Photos sell it

You did all the work on the front end, so capitalize on it by taking great photos to promote your work.

Nov 15th #hunting#biggame

Originally published in the Fall 2019 issue of The Guidefitter Journal
Early light filters

Early light filters down through the leaves on this Limpopo kudu. Note the grass carefully trimmed and the kudu propped up so its head is upright, horns displayed. The light was filtered and soft because the photo was taken early in the morning.
Photo by Gary Lewis

We know how important first impressions are, but the truth is all impressions are important.
There is no place better associated with steelhead fishing than that strip of Washington and Oregon between the Coast Range and the Pacific. And on every steelhead river, there is a guide at the oars or on the tiller. Chances are he’s wearing gray sweat pants, a black hoodie and some sort of slip-on footwear – Crocs, waders or rubber boots.

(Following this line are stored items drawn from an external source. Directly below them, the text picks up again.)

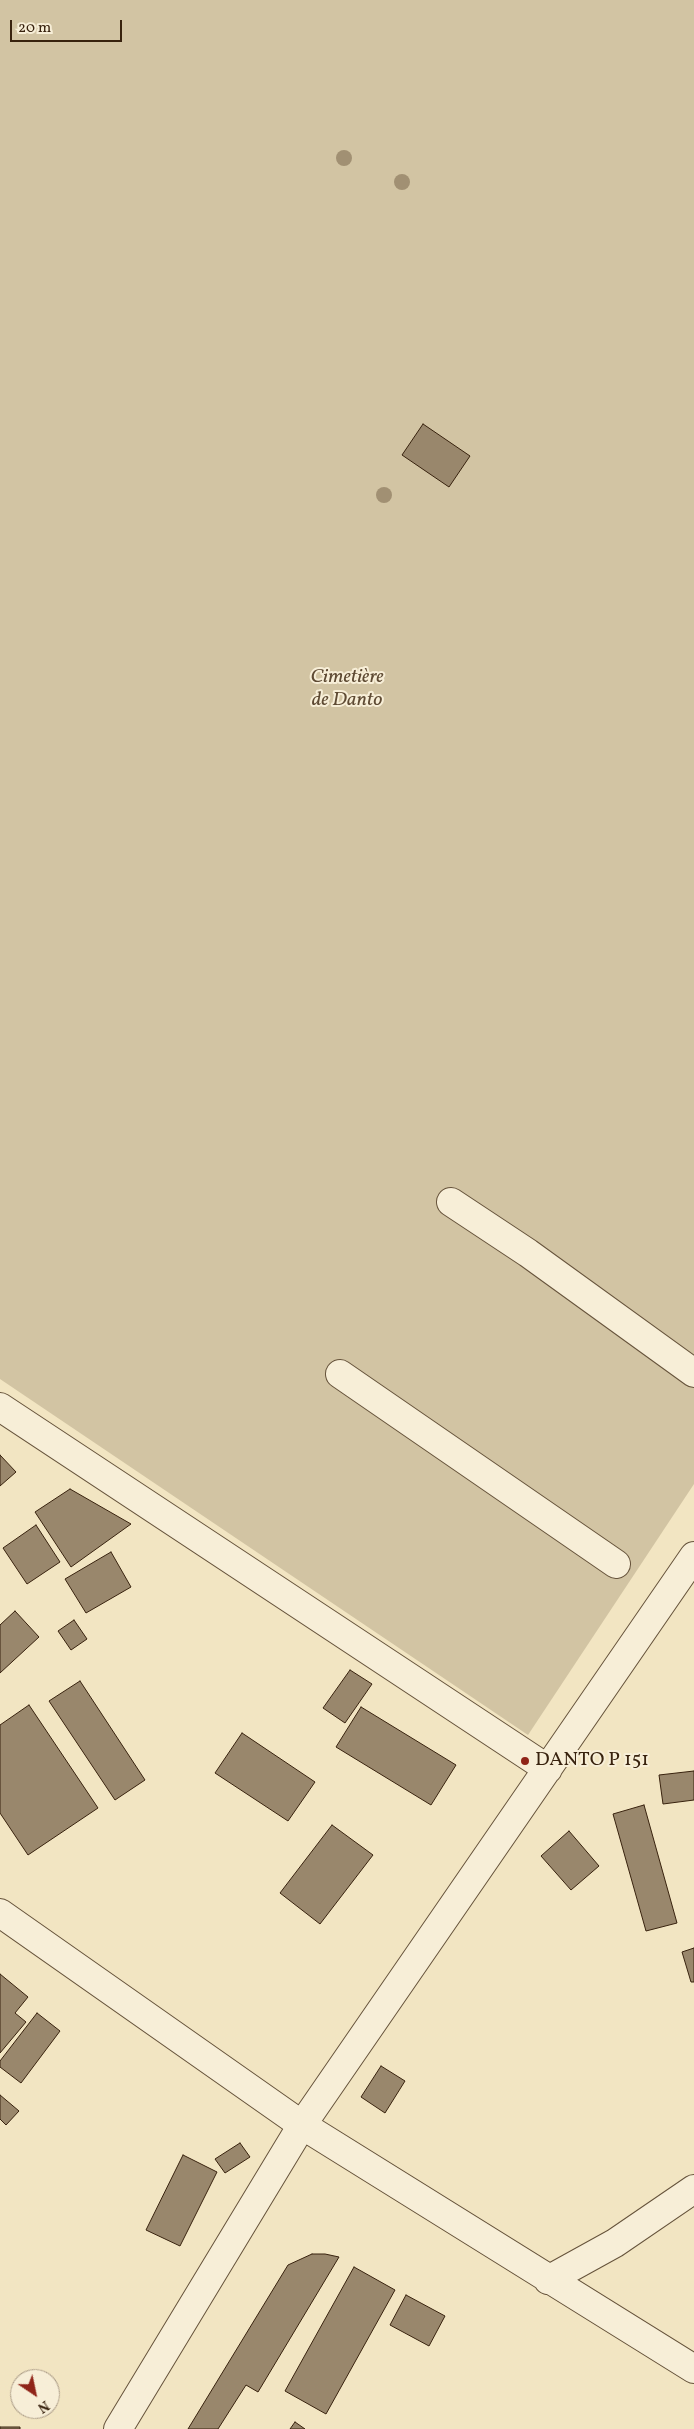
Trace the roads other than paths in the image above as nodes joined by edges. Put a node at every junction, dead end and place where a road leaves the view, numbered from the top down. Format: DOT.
graph roads {
  1 [pos="451,1202"];
  2 [pos="340,1374"];
  3 [pos="694,1374"];
  4 [pos="0,1407"];
  5 [pos="694,1556"];
  6 [pos="616,1564"];
  7 [pos="548,1769"];
  8 [pos="0,1913"];
  9 [pos="302,2125"];
  10 [pos="694,2189"];
  11 [pos="548,2280"];
  12 [pos="694,2369"];
  13 [pos="118,2429"];
  1 -- 3 [label="street"];
  2 -- 6 [label="street"];
  4 -- 7 [label="street"];
  5 -- 7 [label="street"];
  7 -- 9 [label="street"];
  8 -- 9 [label="street"];
  9 -- 11 [label="street"];
  9 -- 13 [label="street"];
  10 -- 11 [label="street"];
  11 -- 12 [label="street"];
}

It’s just the way it is.
This guide can get away with looking sloppy because the other guides look sloppy, too.

“It doesn’t matter how I look,” he might say, “it’s how many fish I catch.”

That statement could be true, but let’s say no one catches fish. What are the clients going to remember? They’ll remember a guy in the baggy gray sweats with bait smeared on the belly of his black sweatshirt.
For an outfitter to make a good first impression on clients, the first thing to do is improve the appearance of the fishing or hunting professional.
Look the part. Wear the gear that the best-dressed dudes show up in. Put the gray sweats in the burn barrel. Use the black hoodie for waxing the truck.
If everything is working on a good fishing trip, the clients each catch two steelhead and the guide is in each of the pictures. The first rule of taking good pictures is to be in the picture.
Be in the picture, and be the focus of the picture. If there is a camera out, if someone is taking a picture with a phone, the guide should be ready for it. With a smile.

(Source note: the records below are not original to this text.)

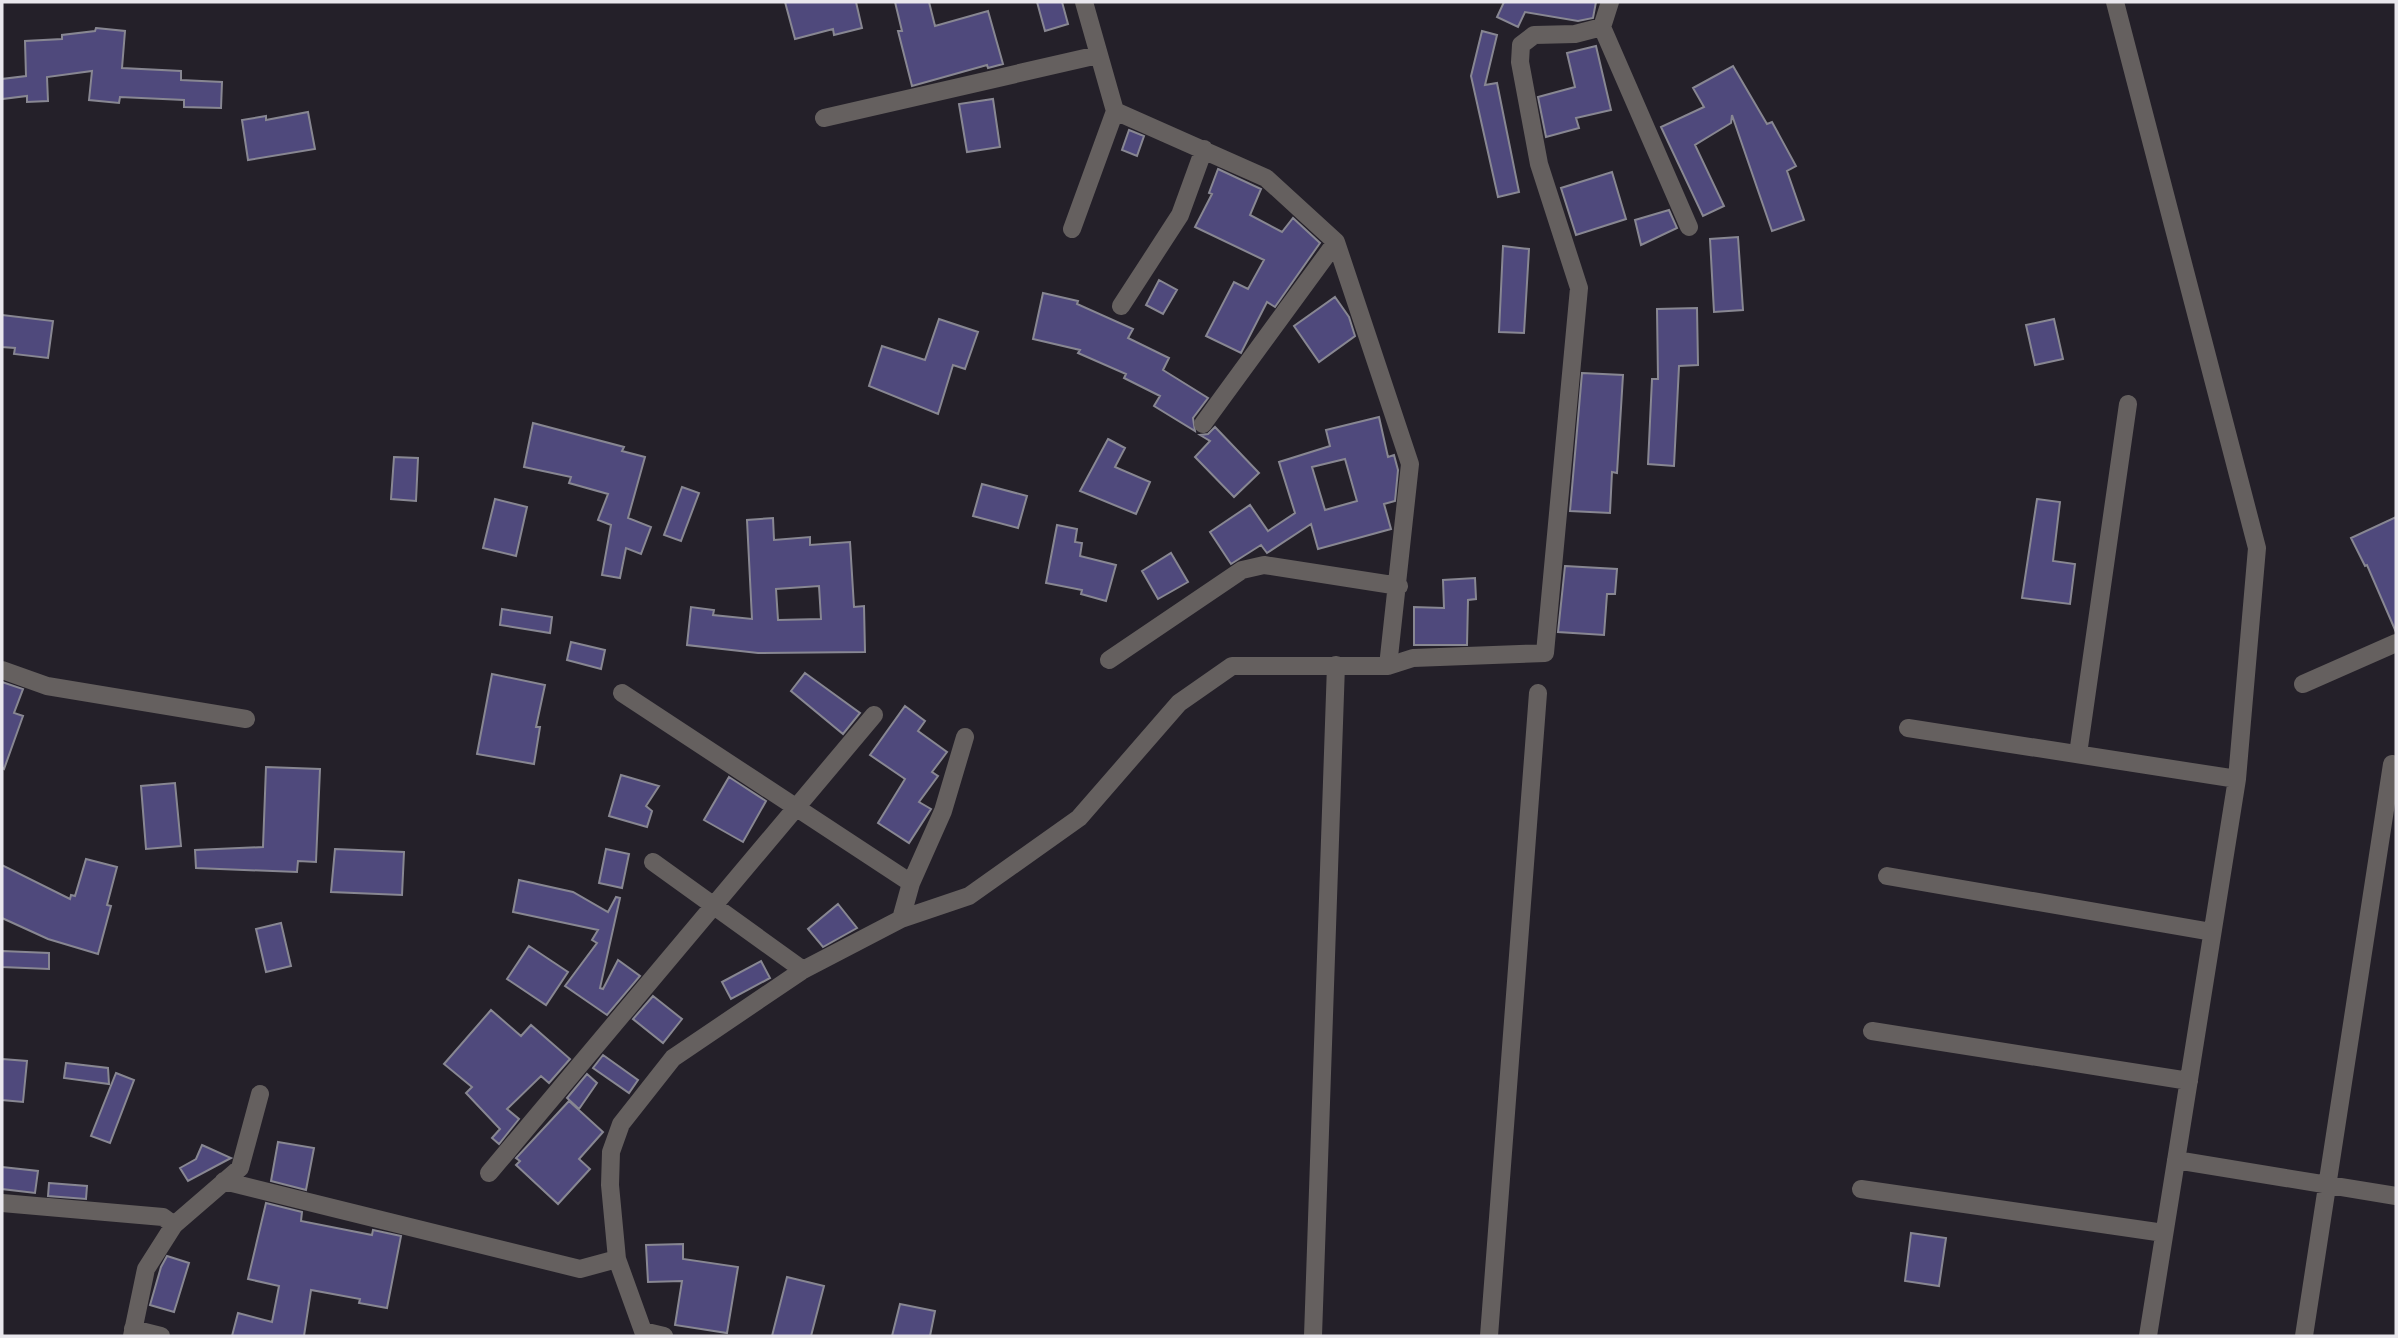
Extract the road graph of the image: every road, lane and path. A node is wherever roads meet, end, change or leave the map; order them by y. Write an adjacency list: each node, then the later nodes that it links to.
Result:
1 (1084, 2): 5 (street)
2 (1610, 2): 4 (street)
3 (2115, 2): 30 (street)
4 (1602, 27): 9 (street); 19 (street)
5 (1098, 55): 6 (street); 7 (street)
6 (1115, 111): 8 (street); 10 (street)
7 (824, 118)
8 (1204, 149): 11 (street); 12 (street)
9 (1689, 227)
10 (1072, 229)
11 (1336, 242): 14 (street); 15 (street)
12 (1121, 306)
13 (2128, 404): 28 (street)
14 (1203, 424)
15 (1399, 586): 17 (street); 19 (street)
16 (2396, 643): 21 (street)
17 (1109, 660)
18 (1336, 664): 19 (street); 36 (street); 55 (street)
19 (1388, 667)
20 (2, 670): 25 (street)
21 (2303, 684)
22 (622, 693): 31 (street)
23 (1538, 694): 56 (street)
24 (874, 715): 31 (street)
25 (246, 719)
26 (1908, 728): 28 (street)
27 (965, 737): 34 (street)
28 (2078, 754): 30 (street)
29 (2392, 764): 45 (street)
30 (2237, 779): 37 (street)
31 (796, 808): 34 (street); 35 (street)
32 (653, 862): 35 (street)
33 (1887, 876): 37 (street)
34 (911, 883): 36 (street)
35 (715, 907): 38 (street); 43 (street)
36 (901, 919): 38 (street)
37 (2212, 932): 40 (street)
38 (803, 970): 51 (street)
39 (1872, 1031): 40 (street)
40 (2189, 1081): 42 (street)
41 (260, 1094): 44 (street)
42 (2176, 1160): 45 (street); 50 (street)
43 (489, 1173)
44 (223, 1181): 49 (street); 51 (street)
45 (2327, 1185): 47 (street); 58 (street)
46 (1861, 1189): 50 (street)
47 (2396, 1196)
48 (2, 1203): 49 (street)
49 (174, 1225): 52 (street)
50 (2164, 1233): 57 (street)
51 (617, 1259): 54 (street)
52 (133, 1332): 53 (street)
53 (161, 1336)
54 (664, 1336)
55 (1313, 1336)
56 (1489, 1336)
57 (2148, 1336)
58 (2304, 1336)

In 24 years of outdoor writing and communications, I have been on more guided trips than I ever would have imagined. With 10 years of television shows behind me, I have seen guides turn their backs on the camera every chance they get.
Of course, guides have to bait hooks, pull the anchor, get the mules and dress the elk, but they end up absent from the most important visual reminders of the experience. I have hundreds of images of successful hunters and anglers with trophy game and fish and the guide’s back is turned! Or worse, they are bent over, showing their backside to the camera.
This is the moment the client booked for, this is the moment the guide prepared for, this is the moment of truth. Engage the camera. Be in the picture. Be the subject of the picture. It will pay off for you.

HOW TO MAKE IT HAPPEN

Would you believe it all starts in the closet? Every day from here on out, the color is red. Or yellow or purple. Bright blue is good, too. But red is best. It stands out.
If the most important element of the image is color, let color be on the most important person in the picture — the guide. And there is one best color. Red.
Outfitters, you need to buy the clothes you want your guides to wear. Buy the hats you want them to wear. If there is a brand message shown, make sure it’s your brand.
Use the rule of thirds when composing pictures. Keep the horizon (or false horizon like a river bank or fence line) in the lower third or the upper third of the frame. Put the subject or multiple subjects in one third of the photo, not in the middle.
Get closer. In most cases, the picture is improved when the subject almost fills the frame. But don’t get too close. It helps to leave a little of the background behind the subject in case the picture is used in a magazine. Often, about 1/4-inch is trimmed off photos on the edge of a publication page.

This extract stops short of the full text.